--- WHAT TO WORK ON ---
Your answer must contain each line of the listing in which "HomeLink" appears, copied in full.

--- DATA FOR PROCESSING ---
┌──

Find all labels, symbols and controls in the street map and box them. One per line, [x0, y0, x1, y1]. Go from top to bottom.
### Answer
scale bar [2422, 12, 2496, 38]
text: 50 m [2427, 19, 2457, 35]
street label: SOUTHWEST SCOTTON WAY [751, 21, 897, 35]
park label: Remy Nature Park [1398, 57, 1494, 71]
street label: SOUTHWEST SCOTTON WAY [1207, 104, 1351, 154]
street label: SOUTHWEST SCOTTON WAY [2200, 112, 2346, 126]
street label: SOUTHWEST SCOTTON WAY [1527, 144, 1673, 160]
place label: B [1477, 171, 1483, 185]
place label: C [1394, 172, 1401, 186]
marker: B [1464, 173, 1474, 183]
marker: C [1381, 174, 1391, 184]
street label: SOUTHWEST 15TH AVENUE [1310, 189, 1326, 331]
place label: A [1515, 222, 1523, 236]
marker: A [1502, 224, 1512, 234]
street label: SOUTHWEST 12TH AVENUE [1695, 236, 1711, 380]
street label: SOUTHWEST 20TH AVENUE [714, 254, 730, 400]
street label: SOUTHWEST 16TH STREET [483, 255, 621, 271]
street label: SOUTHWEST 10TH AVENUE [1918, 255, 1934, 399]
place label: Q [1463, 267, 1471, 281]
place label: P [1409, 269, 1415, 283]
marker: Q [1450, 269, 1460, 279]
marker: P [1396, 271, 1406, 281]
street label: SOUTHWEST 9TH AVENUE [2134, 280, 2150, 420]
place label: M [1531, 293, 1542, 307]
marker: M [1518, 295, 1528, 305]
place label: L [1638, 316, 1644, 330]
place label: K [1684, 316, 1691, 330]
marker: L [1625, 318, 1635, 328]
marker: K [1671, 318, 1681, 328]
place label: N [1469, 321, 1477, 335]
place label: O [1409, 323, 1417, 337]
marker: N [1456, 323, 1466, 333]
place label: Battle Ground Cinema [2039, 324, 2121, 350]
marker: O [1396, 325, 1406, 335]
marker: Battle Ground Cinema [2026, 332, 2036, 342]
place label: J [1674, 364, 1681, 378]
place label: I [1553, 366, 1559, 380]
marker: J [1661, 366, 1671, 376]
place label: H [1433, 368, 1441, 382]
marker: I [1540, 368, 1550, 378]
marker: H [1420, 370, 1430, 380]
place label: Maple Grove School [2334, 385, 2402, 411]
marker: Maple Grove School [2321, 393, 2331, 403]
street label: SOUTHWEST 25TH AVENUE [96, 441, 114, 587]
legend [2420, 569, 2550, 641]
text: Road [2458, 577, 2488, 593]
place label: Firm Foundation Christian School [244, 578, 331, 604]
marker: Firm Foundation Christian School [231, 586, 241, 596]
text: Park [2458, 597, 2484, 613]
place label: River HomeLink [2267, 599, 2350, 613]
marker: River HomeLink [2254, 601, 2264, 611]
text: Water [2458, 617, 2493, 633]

└──

--- WRITTEN RESPONSE ---
place label: River HomeLink [2267, 599, 2350, 613]
marker: River HomeLink [2254, 601, 2264, 611]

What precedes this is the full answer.